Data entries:

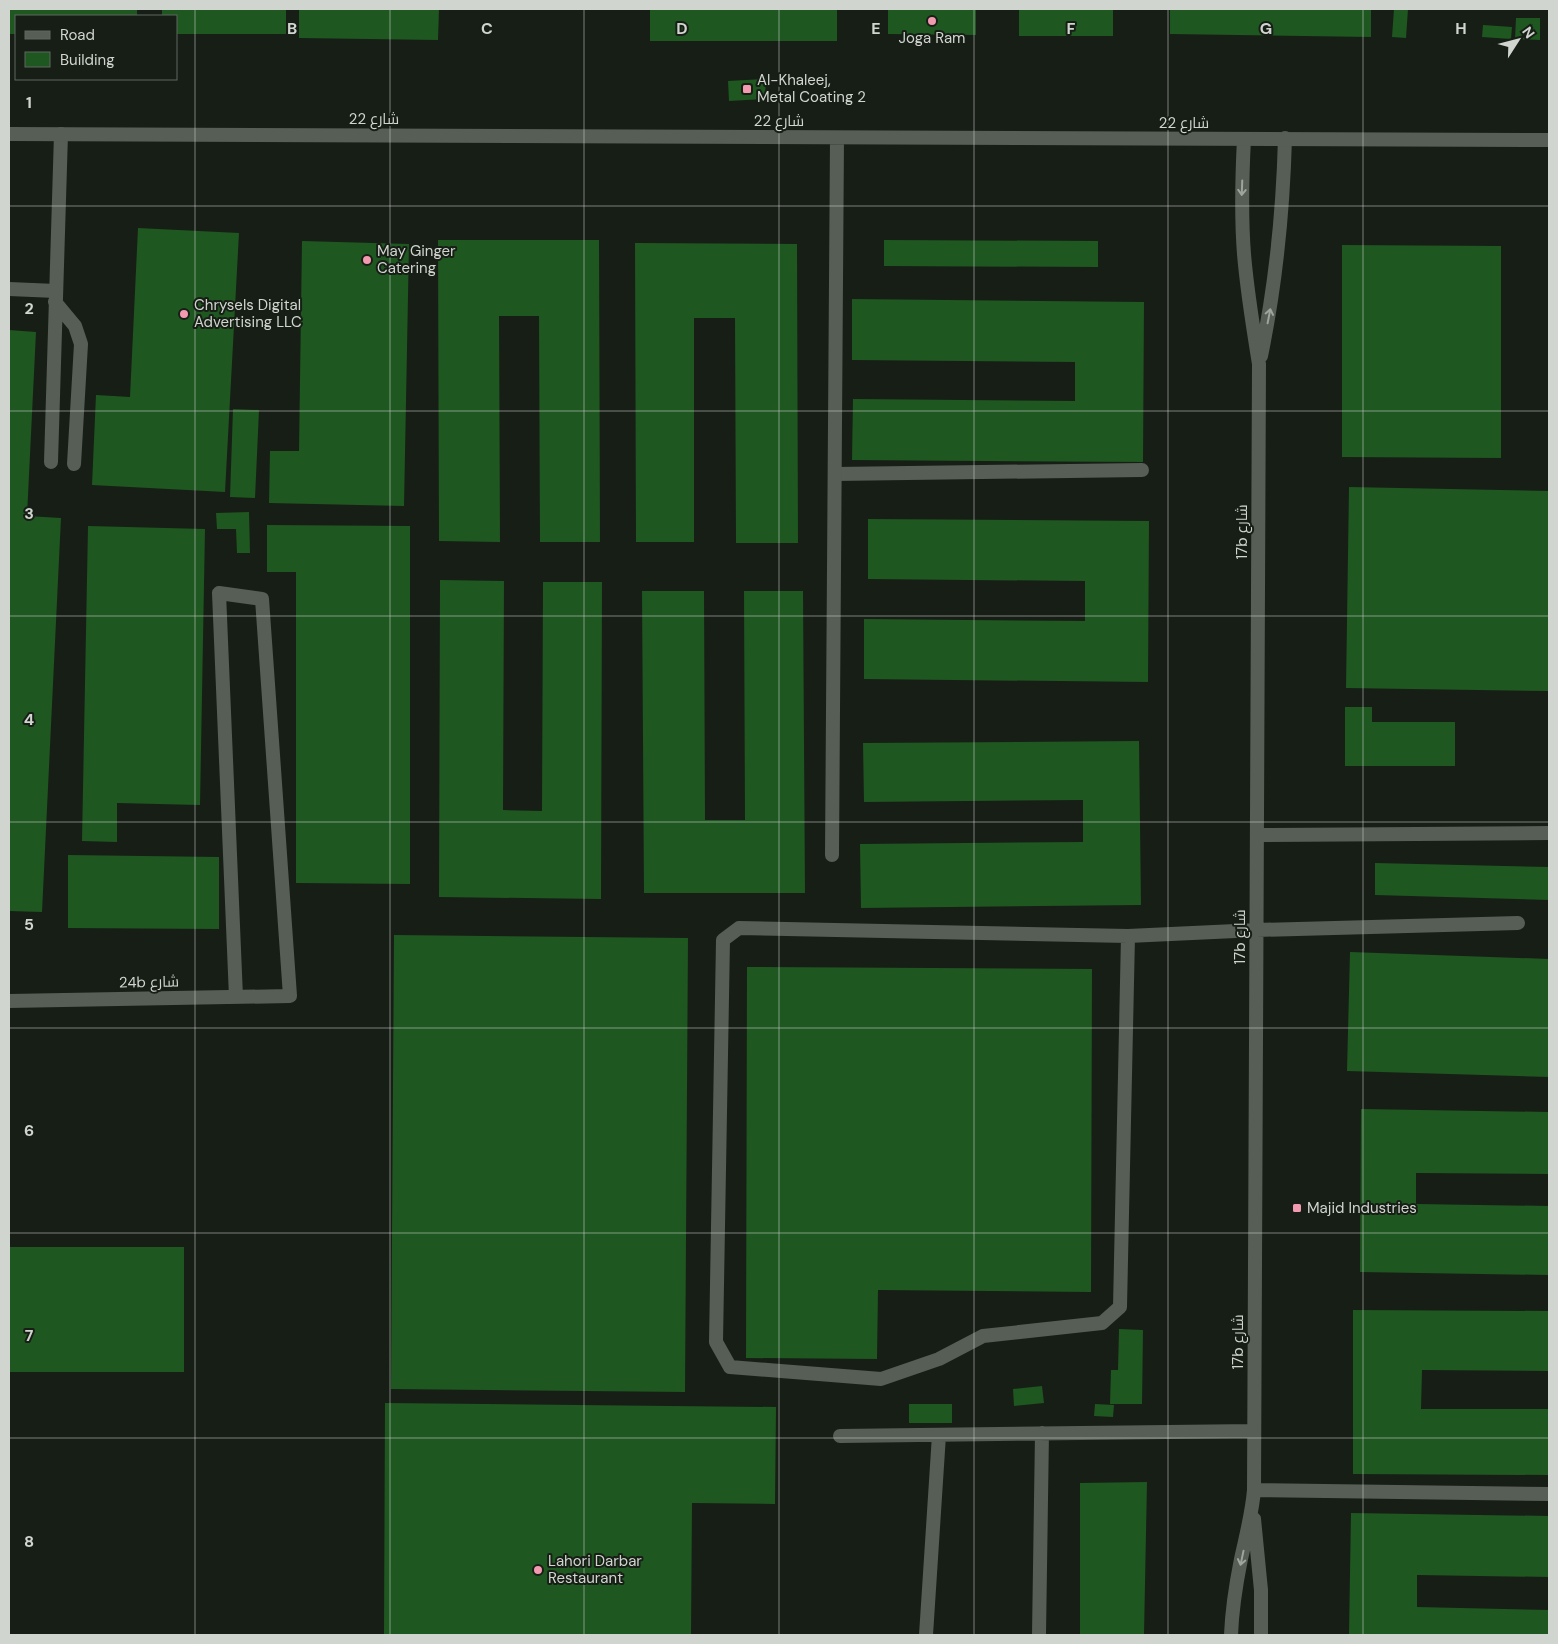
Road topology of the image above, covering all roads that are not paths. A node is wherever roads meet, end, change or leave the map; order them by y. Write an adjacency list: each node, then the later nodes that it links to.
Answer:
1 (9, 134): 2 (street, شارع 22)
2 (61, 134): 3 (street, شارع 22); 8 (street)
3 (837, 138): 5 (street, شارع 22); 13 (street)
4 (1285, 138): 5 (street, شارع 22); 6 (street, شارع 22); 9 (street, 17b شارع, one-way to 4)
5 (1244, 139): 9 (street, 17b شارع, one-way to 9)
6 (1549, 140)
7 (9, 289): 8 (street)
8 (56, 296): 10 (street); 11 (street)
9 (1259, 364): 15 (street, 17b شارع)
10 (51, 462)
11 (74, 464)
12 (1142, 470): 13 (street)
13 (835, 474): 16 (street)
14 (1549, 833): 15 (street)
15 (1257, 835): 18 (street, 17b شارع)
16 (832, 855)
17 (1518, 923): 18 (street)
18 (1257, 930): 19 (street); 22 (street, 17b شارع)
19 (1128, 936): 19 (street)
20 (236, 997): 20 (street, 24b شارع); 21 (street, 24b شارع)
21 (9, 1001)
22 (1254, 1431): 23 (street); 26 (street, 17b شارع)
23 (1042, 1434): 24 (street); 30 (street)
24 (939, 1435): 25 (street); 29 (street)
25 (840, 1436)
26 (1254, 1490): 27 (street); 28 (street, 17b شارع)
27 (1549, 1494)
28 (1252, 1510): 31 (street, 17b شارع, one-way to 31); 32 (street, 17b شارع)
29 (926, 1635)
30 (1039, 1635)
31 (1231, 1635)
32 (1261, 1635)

...

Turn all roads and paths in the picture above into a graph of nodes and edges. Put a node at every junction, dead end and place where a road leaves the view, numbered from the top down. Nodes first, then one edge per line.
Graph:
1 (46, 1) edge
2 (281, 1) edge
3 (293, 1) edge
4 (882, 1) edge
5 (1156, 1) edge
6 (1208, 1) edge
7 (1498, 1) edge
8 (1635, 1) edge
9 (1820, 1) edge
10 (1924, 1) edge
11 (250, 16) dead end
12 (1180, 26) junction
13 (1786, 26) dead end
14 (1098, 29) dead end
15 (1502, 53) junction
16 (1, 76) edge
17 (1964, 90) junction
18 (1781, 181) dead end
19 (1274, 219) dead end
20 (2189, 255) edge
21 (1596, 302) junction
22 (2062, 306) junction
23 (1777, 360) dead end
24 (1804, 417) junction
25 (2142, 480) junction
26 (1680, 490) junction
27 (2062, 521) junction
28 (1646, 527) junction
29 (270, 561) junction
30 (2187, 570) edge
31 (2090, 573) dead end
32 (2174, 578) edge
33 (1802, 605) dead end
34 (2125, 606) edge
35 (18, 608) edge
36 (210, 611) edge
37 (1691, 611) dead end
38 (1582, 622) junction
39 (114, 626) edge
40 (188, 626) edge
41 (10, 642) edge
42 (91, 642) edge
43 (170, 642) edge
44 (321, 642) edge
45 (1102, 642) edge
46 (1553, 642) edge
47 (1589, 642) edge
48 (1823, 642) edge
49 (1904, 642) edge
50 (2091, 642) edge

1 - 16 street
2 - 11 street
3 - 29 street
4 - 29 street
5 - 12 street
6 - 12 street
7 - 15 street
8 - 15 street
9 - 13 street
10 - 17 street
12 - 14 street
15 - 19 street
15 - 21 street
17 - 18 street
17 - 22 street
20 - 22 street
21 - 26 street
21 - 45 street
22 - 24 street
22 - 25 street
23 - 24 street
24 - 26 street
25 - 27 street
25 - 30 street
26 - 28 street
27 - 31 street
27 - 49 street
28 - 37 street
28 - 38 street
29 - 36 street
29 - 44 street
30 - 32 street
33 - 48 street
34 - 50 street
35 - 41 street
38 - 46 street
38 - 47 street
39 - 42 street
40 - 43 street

● **What the task asks**
Filtering the entries above by the word "roads", copy each line that matches.

● **Finished task**
Road topology of the image above, covering all roads that are not paths. A node is wherever roads meet, end, change or leave the map; order them by y. Write an adjacency list: each node, then the later nodes that it links to.
Turn all roads and paths in the picture above into a graph of nodes and edges. Put a node at every junction, dead end and place where a road leaves the view, numbered from the top down. Nodes first, then one edge per line.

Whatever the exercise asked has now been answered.